Lorien Tersey is a rare Tucsonan who tends chickens legally. She and her husband live on an acre plot tucked near North Country Club Road and East Glenn Street, so she can easily comply with the current zoning regulations that mandate all chicken coops be set back 50 feet from property lines.
Most people who tend chickens in Tucson don’t have this luxury of space. If your chicken coop is within 20 or 30 feet of your property line, it doesn’t matter how many chickens you have — they’re all illegal under Tucson’s current zoning code.
The city is trying to fix that. A proposed update to the urban agriculture zoning code would codify much of what is already happening in backyards and community gardens across the city.
“The zoning code related to agriculture is of a different era,” says Jim Mazzocco, the planning administrator for Tucson’s Planning and Development Services Department. An era when commercial agriculture reigned, when there would be no reason for residents to produce their own food.

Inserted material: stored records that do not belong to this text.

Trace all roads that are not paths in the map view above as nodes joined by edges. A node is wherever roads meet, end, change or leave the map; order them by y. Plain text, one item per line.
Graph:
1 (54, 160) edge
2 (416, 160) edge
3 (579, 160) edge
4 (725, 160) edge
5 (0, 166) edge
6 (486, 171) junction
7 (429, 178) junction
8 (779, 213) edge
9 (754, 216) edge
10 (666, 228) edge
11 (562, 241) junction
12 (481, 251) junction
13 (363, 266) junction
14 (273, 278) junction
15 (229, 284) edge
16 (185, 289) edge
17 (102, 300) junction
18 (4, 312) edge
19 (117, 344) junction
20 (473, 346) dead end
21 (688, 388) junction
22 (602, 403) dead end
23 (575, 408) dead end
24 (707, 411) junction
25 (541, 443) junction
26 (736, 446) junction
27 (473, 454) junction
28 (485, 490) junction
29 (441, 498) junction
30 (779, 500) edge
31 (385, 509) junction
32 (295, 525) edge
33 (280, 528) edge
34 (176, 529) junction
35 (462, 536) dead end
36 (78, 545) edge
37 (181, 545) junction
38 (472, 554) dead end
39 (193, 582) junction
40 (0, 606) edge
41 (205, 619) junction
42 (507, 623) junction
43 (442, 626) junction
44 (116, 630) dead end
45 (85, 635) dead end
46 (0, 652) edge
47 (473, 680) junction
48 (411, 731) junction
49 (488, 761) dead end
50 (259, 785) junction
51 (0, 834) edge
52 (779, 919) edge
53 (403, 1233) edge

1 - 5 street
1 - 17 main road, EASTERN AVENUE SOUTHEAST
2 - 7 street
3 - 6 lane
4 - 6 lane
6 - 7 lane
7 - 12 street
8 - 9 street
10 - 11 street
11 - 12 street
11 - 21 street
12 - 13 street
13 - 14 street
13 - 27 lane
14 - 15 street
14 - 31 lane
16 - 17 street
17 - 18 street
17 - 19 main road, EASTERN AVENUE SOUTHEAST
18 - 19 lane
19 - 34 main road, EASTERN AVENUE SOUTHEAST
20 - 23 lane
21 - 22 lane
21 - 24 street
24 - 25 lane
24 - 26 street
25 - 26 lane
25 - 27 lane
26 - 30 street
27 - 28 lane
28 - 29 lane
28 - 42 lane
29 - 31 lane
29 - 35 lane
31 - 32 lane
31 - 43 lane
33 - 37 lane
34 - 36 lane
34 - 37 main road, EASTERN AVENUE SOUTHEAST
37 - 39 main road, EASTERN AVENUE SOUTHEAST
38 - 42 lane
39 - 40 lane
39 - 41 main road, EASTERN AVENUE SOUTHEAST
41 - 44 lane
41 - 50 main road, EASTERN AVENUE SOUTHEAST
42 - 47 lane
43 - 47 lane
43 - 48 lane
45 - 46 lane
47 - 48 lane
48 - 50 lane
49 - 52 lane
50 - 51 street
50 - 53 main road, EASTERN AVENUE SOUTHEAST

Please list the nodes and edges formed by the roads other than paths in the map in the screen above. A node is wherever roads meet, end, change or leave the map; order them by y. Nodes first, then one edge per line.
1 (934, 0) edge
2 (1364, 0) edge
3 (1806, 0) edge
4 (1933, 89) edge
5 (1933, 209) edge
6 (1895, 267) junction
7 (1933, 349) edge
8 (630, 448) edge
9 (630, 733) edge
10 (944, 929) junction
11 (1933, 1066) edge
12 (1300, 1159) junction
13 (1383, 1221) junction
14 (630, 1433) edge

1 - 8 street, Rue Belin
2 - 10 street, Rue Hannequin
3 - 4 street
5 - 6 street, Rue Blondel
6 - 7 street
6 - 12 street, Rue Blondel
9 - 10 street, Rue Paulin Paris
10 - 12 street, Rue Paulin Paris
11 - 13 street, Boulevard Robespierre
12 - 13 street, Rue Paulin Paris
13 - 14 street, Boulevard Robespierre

“No one was thinking that there would be this integration of urban areas with agriculture as some part of them,” says Mazzocco.

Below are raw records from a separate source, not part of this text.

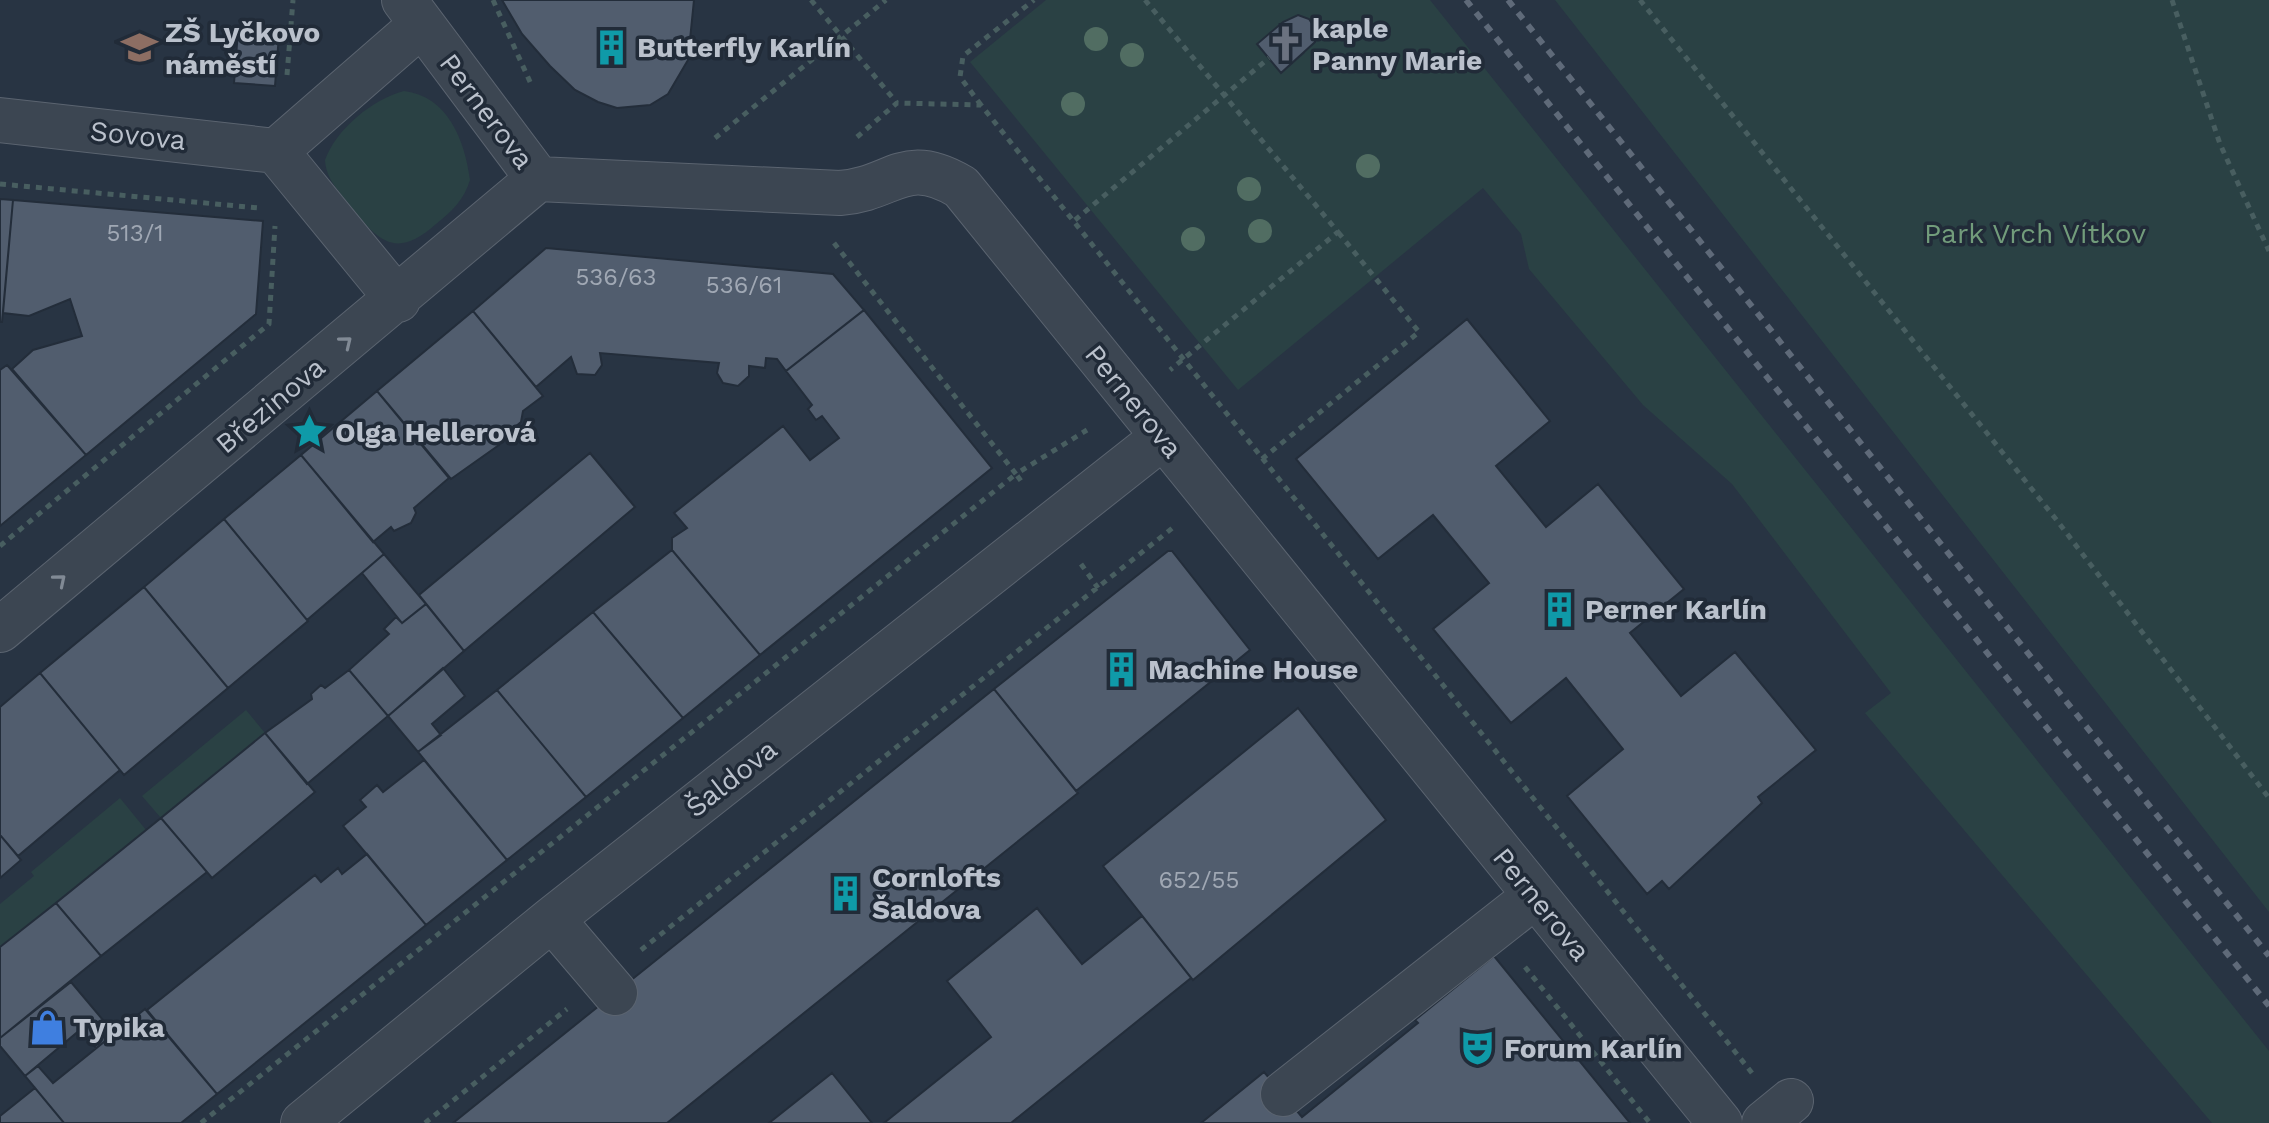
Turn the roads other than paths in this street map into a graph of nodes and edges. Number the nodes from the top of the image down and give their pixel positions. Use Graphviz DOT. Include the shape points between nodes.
graph roads {
  1 [pos="413,12"];
  2 [pos="0,120"];
  3 [pos="276,151"];
  4 [pos="538,179"];
  5 [pos="398,300"];
  6 [pos="1163,437"];
  7 [pos="0,630"];
  8 [pos="1535,896"];
  9 [pos="552,919"];
  10 [pos="609,986"];
  11 [pos="1283,1094"];
  12 [pos="303,1123"];
  13 [pos="1720,1123"];
  1 -- 3 [label="street"];
  1 -- 4 [label="street, Pernerova"];
  2 -- 3 [label="street, Sovova"];
  3 -- 5 [label="street"];
  4 -- 5 [label="street, Březinova"];
  4 -- 6 [label="street, Pernerova" via="840,193 868,188 906,171 938,173 961,187"];
  7 -- 5 [label="street, Březinova, one-way"];
  6 -- 8 [label="street, Pernerova"];
  6 -- 9 [label="street, Šaldova"];
  8 -- 11 [label="street"];
  8 -- 13 [label="street, Pernerova"];
  9 -- 10 [label="street"];
  9 -- 12 [label="street, Šaldova"];
}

Today, if you don’t have a large enough backyard, chickens are out — forget pygmy goats. You can legally sell your old clothes at a garage sale, but not the carrots you pull out of the ground in your garden. Farmers markets are legally considered swap meets and are thus restricted to nonresidential zones; community gardens aren’t recognized by the current zoning code.
But because enforcement is complaint-based — a neighbor has to log a complaint with the city before your chickens will get taken away—many people are engaged in urban food production activities that are not in compliance with the current code.

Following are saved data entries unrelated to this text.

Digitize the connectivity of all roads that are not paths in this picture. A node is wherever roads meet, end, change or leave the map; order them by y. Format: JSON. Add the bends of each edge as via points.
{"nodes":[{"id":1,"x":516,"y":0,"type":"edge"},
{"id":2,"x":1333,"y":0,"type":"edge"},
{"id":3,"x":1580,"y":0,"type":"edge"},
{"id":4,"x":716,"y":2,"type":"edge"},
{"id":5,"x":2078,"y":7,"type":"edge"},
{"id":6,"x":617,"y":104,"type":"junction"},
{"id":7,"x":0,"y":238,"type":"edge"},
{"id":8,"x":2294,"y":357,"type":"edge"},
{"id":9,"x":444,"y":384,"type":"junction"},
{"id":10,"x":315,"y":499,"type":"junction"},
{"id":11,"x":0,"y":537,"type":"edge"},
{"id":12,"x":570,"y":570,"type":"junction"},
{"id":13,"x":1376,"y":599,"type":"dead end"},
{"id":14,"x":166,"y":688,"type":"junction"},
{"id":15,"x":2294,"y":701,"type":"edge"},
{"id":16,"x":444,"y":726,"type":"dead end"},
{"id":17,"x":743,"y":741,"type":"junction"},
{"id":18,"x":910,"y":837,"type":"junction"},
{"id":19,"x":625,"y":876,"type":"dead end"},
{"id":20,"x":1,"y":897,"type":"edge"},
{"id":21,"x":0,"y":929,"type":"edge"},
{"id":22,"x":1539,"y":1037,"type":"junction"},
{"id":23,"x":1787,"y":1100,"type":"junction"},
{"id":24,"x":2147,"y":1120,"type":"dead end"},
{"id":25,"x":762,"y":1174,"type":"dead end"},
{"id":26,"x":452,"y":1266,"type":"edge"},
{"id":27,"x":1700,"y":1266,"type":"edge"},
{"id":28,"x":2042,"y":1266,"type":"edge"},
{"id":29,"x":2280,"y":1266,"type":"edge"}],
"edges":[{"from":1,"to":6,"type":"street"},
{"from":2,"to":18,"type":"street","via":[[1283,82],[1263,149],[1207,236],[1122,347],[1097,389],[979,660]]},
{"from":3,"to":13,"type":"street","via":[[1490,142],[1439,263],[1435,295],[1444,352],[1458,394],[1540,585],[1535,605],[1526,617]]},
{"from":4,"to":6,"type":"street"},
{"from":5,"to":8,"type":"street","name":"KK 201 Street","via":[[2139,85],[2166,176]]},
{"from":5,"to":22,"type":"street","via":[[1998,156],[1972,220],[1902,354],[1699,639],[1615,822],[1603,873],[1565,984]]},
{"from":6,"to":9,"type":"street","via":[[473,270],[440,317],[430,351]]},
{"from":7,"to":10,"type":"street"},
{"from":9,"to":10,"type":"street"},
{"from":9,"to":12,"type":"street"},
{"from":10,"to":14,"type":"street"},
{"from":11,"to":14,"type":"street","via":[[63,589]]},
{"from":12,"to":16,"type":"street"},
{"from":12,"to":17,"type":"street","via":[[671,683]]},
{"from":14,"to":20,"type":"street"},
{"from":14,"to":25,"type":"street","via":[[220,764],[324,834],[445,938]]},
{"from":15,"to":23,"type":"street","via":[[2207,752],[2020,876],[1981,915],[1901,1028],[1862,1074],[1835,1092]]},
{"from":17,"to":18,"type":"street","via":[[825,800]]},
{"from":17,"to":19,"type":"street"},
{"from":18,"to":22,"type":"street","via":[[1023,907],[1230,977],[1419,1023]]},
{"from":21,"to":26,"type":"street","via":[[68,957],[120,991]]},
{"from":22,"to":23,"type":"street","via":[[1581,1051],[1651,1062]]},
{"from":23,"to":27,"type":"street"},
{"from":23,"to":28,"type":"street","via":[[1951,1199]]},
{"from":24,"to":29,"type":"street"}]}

When voters approved Plan Tucson in November of 2013, the city adopted a general city policy supportive of urban agriculture; the zoning code update is the next step in putting that policy into practice.
Since then, the city has engaged gardeners, policymakers and urban planners to draft a new zoning code that would make practices that are currently illegal the accepted, legal standard, while also protecting those who’d prefer to keep their neighborhoods quiet.
Enforcement will remain complaint-based. “We’re not going to be driving around the streets looking for chickens,” says Mazzocco.
Gardeners and backyard homesteaders know what is safe and what is not. They know how to keep chickens healthy and lettuce clean. What the city is trying to do is incorporate this informal knowledge into a formal document. This is a messy, difficult endeavor, full of compromises and negotiations, which is partly why it’s taken a year to negotiate.
We are right to be skeptical, right to question government officials, to want to protect our rights both for quiet and chickens, for nuisance-free neighborhoods and food-filled streets.
But the city has, in this instance, proved itself a willing partner. If we want to build a sustainable, resilient Tucson, producing food within our city limits is an integral part of that strategy.
Tucson should have more community gardens, more farmers markets, more chicken coops — more food grown and consumed within our communities. An updated zoning code with an eye to developing neighborhood capacity is better than an outdated code that assumes all food comes from somewhere else. Relocalizing our foodshed also means rezoning its boundaries.
The city will present a revised proposal in August based on public comments submitted to the city. Write to the city with specific feedback to the proposed code or comments on how they can facilitate urban agriculture.